יום רביעי, 6 באפריל 2011

An answer, you owe me that much.

There was a hole where you were meant to be.  When you left and I was sad I felt a hole, and then when you bent me over and tore me a new one and I was mad there was an acid burn and I was hurt. And then you came back, you came back and you tried to bridge something you didn't know was there
Can I explain what you did wrong? You forgot to account for change, we were, and I'll admit that for a portion of it, it was good, and then we weren't and we aren't. You forgot to account for change, that you changed and I changed and I don't believe that we fit anymore. Something changed for you, so you ran scared to what you thought was good, was once good, and that's normal, but it's not ok by me. I'm a person, I have real feeling and wants and opinions, and I am not a consolation prize, I am not someone to fall back on when all else has failed, I have changed, and I deserve better than being the rebound. If you want things to change, change them or let them be. If you want me around then account for change, respect that it’s a new dynamic and create something new. And for god's sake stop being such a bitch about it, I've known you to be better, if you want to start something new begin with that, be better.
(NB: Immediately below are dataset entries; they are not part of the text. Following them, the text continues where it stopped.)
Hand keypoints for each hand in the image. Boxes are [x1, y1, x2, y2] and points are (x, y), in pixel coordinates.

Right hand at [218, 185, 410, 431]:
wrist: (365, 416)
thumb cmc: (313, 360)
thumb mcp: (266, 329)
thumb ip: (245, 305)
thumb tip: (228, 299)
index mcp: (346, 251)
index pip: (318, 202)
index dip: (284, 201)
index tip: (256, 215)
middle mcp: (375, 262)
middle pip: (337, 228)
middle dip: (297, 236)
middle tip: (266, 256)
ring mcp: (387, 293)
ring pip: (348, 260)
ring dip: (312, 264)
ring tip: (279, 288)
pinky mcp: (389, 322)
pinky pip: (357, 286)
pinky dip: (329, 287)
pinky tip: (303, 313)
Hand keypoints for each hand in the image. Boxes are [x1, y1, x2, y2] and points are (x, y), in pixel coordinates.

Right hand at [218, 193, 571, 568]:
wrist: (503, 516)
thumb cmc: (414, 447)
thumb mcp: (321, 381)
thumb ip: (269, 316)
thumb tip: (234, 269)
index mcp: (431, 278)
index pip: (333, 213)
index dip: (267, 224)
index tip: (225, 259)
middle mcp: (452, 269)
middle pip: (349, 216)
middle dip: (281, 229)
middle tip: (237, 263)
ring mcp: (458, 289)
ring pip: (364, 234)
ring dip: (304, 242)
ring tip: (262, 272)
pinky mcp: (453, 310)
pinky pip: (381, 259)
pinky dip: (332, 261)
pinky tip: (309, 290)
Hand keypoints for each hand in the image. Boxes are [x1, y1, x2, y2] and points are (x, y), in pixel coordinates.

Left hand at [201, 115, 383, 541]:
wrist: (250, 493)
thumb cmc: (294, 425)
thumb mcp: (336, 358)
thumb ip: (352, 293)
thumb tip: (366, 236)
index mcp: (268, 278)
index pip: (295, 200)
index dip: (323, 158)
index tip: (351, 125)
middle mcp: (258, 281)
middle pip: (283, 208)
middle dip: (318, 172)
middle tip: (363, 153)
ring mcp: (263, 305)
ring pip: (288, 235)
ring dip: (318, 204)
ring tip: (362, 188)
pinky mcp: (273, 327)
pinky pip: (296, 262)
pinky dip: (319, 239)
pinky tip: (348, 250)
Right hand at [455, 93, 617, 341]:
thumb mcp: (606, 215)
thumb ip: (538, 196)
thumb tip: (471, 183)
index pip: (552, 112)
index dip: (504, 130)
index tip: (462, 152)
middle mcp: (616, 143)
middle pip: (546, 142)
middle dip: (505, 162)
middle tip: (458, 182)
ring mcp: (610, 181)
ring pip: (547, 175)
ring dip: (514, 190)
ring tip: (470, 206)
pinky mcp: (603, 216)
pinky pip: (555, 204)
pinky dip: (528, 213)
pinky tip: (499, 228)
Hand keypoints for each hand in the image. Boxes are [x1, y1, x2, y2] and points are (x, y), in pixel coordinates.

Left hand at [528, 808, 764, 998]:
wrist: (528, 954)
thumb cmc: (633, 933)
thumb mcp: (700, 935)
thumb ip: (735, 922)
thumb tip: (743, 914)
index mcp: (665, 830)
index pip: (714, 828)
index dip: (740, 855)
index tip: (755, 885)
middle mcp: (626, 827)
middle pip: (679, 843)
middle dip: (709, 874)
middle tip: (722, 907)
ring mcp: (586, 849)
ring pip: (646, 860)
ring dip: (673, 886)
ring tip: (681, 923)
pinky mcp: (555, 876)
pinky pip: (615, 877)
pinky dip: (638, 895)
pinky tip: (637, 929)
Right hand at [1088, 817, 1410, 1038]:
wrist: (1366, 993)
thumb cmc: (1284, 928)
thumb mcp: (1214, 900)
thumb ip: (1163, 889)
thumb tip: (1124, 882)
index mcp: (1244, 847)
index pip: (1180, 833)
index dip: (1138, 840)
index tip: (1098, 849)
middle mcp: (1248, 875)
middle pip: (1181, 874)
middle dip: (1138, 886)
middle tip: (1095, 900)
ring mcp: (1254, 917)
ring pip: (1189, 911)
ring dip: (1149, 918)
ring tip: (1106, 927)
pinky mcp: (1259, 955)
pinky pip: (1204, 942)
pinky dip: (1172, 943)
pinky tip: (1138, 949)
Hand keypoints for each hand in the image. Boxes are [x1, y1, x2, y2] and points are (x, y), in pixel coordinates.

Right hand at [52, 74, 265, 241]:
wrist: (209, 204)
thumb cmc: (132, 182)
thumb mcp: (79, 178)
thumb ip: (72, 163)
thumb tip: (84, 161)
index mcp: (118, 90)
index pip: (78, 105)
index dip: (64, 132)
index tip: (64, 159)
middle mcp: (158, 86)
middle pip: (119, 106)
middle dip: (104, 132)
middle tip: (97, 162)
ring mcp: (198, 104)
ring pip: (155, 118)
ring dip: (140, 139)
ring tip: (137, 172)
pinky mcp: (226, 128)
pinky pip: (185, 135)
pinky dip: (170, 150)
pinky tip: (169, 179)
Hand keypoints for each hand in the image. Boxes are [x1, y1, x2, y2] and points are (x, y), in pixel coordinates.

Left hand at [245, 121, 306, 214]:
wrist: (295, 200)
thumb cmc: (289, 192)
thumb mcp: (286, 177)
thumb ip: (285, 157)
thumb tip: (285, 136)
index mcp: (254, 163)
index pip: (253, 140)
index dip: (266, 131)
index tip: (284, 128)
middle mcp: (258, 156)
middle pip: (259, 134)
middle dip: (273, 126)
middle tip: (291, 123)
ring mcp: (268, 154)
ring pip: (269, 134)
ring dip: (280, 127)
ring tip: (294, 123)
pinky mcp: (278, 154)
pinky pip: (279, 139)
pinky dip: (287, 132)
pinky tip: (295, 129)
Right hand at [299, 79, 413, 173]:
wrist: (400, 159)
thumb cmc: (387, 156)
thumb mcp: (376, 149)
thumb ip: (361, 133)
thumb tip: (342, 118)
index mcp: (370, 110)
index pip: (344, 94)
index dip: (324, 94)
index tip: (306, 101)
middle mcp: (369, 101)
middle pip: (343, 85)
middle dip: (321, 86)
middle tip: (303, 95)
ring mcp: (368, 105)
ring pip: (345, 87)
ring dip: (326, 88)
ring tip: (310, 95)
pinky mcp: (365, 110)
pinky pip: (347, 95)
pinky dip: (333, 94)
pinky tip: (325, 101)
and that's it: "just breath and call me when you're sober"

why?!

the next couple of posts are letters i will never send to my ex. the context is that she came back, she tried bridging our problem...i told her to shove it...but i wrote these anyways.
I get it, you don't like nerds, that's fine, I always saw it, that you didn't respect me, or the way I am, I get it. But you owe me an explanation, you owe me that much, because you came back to me, twice, or you tried, what were you thinking, that since you are I am? That the world can be seen through your mirror?! You came back twice, to do what? To insult me?!  To remind yourself who I am? Who I was to you? Because you didn't get that, on the best day we've had you didn't get the real me, and that's why it was crappy, because we talked so much, and you didn't know me, and you still don't. You came back twice, I don't like you, but that still means something, why? Why did you come back? What did you expect? What do you want from me, I tried giving you what I thought you needed, a clean break, and that didn't work, and messy did, so I did that for you, even though it felt horrible to me, so what do you want from me? What the hell is your problem that you have to be like that towards me?